En ese lugar de paso, dominado por la ceguera, el cuerpo se hace palabra y la palabra cuerpo. No son extrañas aquí, como en esa ya larga tradición (contra-dicción) que privilegia el tacto sobre la vista encumbrada por la cultura del Renacimiento, las paradojas del deslumbramiento: «negra la luz», «oscuridad idéntica a fulgor». La insistencia en un ofuscamiento que se paladea e incluso se articula («Desea la luz crecer, reencontrarse / entre tus dedos, vacía estancia, / guiar el camino hacia tus labios») se manifiesta de modo lingüístico en un novedoso modo de usar ciertos determinativos. Ya es paradójico que exista algo así como un determinante indefinido, contradictio in terminis que introduce el oxímoron en el centro mismo de la gramática. «Sonido alguno» de «conversación alguna» nos lleva a «país alguno» hallado en «parte alguna», a caballo entre la afirmación y la negación, una tibia negación que afirma con rotundidad, una sombra radiante, de «luz alimentada por las sombras».

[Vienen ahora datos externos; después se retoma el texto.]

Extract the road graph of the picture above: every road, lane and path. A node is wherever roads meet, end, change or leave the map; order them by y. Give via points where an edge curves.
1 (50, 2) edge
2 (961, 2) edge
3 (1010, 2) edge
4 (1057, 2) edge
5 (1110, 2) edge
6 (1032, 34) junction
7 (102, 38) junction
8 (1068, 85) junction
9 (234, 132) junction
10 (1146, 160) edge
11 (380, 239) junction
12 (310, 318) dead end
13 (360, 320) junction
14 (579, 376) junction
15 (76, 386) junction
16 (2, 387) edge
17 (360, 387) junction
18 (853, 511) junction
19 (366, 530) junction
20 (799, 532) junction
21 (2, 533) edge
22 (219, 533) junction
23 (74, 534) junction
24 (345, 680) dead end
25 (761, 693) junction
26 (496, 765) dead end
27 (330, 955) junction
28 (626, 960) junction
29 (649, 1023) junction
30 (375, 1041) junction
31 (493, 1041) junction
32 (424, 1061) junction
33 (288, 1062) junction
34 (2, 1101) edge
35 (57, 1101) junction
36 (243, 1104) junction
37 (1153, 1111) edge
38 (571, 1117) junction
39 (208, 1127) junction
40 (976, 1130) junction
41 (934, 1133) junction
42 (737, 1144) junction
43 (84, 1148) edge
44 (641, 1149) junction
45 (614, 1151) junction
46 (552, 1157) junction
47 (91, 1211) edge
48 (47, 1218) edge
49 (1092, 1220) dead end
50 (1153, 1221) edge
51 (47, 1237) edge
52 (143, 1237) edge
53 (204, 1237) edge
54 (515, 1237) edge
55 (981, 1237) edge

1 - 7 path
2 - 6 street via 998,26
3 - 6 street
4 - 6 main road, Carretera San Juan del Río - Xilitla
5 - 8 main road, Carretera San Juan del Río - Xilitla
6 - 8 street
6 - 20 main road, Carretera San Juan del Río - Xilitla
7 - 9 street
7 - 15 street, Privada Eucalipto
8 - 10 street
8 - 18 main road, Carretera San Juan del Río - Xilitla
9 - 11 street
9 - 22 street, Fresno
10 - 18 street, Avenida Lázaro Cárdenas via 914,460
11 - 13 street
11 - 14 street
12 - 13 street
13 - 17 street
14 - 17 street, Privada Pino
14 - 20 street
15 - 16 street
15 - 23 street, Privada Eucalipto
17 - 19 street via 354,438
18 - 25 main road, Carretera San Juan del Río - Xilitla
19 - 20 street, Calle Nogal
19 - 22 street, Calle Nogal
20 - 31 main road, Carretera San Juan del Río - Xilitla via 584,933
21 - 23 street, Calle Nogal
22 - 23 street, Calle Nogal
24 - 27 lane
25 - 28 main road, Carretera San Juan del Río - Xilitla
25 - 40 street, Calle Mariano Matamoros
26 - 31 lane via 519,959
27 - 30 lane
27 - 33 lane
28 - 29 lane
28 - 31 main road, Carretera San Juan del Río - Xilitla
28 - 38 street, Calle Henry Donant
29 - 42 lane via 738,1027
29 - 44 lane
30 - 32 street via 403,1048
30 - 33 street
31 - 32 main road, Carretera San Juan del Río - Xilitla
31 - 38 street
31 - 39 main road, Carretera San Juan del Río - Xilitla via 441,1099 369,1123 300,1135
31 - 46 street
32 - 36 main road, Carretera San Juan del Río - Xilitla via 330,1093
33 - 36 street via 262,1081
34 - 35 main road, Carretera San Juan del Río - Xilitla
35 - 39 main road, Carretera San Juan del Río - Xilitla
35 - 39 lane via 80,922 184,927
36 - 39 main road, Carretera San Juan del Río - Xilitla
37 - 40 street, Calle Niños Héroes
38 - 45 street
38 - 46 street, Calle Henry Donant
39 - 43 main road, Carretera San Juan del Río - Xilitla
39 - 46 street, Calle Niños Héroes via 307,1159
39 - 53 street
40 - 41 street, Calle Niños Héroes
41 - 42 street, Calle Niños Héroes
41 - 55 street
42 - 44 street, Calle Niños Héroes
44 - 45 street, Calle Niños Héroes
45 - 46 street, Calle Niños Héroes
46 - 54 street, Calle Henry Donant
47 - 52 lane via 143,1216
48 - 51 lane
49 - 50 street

A lo largo de las cuatro partes del libro hay una insistencia en la ceguera, un esfuerzo por desmentir las evidencias, por buscar ese fuego interno, que es la savia y le hace a uno huir de sí mismo, como ser temporal, en movimiento perpetuo sin salir de sí mismo, convertido en luz táctil que puebla el tracto y poco a poco se va convirtiendo en escritura.

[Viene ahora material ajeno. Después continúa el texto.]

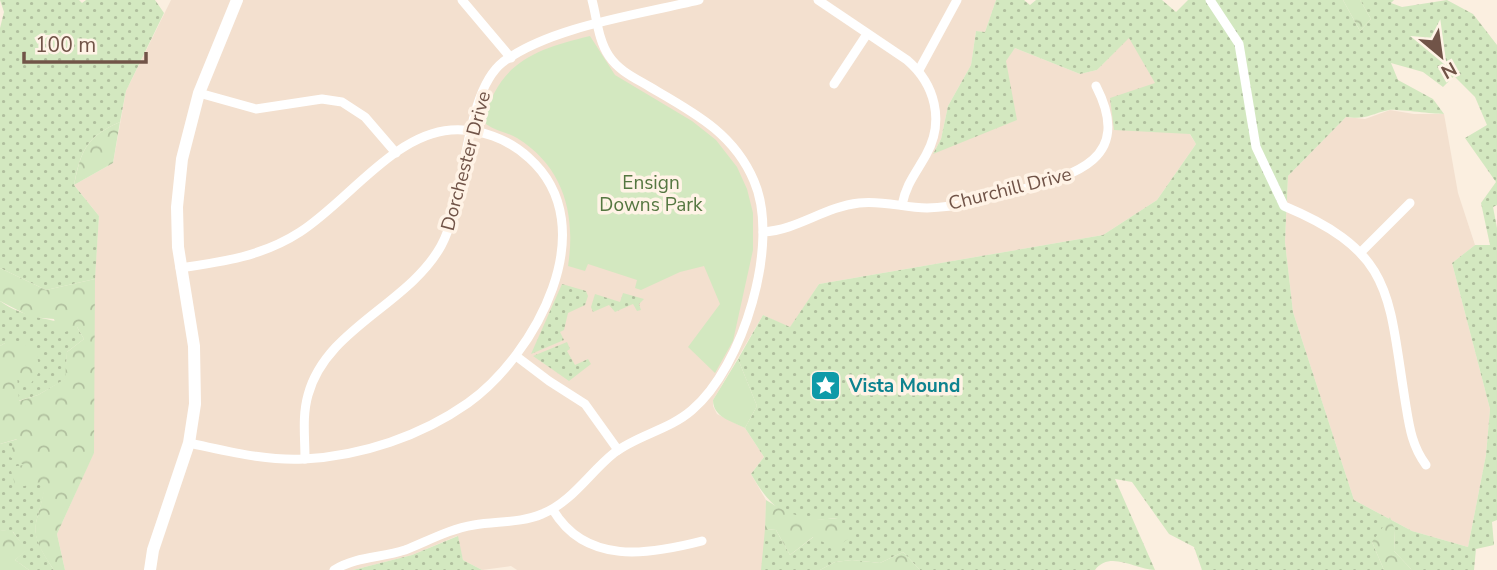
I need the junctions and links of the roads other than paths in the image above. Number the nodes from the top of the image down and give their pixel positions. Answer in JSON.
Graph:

Porque en este libro el lector tiene la sensación de que las palabras están llenas de una vida secreta, donde la existencia titubea, sin poder salir de su reflejo, de su sombra. ¿Hay algo así como una vida fuera del lenguaje? Sí, pero esa vida sólo está en el poema, en ese acto de palabra que vive en las sombras y en los reflejos. A través de ellos alcanza el olvido donde se escribe «sin fórmulas», donde «el único hilo que me mantiene / atado a la cordura es el de saberme soñado». El poeta es soñado por las palabras. Son ellas las que lo hacen caminar por esa arquitectura efímera de la eternidad («Los peldaños buscan mis pies»). Como decía Dubuffet, el sentido se ahoga si está demasiado tiempo fuera del agua. Es preciso mantenerse en la sombra, por su propia naturaleza.
No hay posible guía para la geografía vertical trazada por este libro, de esa tierra elevada como un horizonte al alcance de nuestros labios, seres de tiempo que vamos de nosotros a nosotros mismos camino del olvido. El suelo de ese edificio de nombre tantas veces pronunciado, tantas borrado, va trenzando su aparición vertiginosa, para desaparecer inmediatamente, dejando entrever un acontecer hecho de peldaños plegados por la emoción verbal que nos sostiene.
El libro se abre con la metáfora de la escalera. El poema, oscuro lugar de tránsito, es una «escalera» que es un «tracto» que es un «edificio sumergido» que es un «paréntesis» que es un «instante entre dos latidos» que es «hogar que conduce hasta uno mismo». La mano va construyendo esa escalera en la dirección opuesta a Babel, pues se trata de una construcción sumergida, abisal, desafiante solo para los hombres, no una aventura divina. El camino que traza la mano a ciegas es el camino circular que parece no avanzar y, sin embargo, nos lleva más allá, de una intimidad a otra, sin abandonar nunca el espacio común.
Testimonio de ello, formalmente, son los versos que se repiten, casi idénticos, en uno y otro poema. Así, vamos recorriendo una alegoría en espiral de la que dan perfecta cuenta las magníficas fotografías de Marion que acompañan a los poemas, como emblemas de luz, coágulos de penumbra. Por ella subimos y bajamos simultáneamente («bajosubiendo»), a merced del crecimiento de la escalera, en un «tiempo abismado que el grito del pájaro escala», en un lugar donde lo que empieza no tiene nombre («ignorante me deslizo / se borra el mundo / en la noche y renace / siempre otro») y la renovación, fiel a costumbres primordiales, se vincula estrechamente con el sacrificio, «sangre inmolada que florece», con la voluntaria pérdida del sentido.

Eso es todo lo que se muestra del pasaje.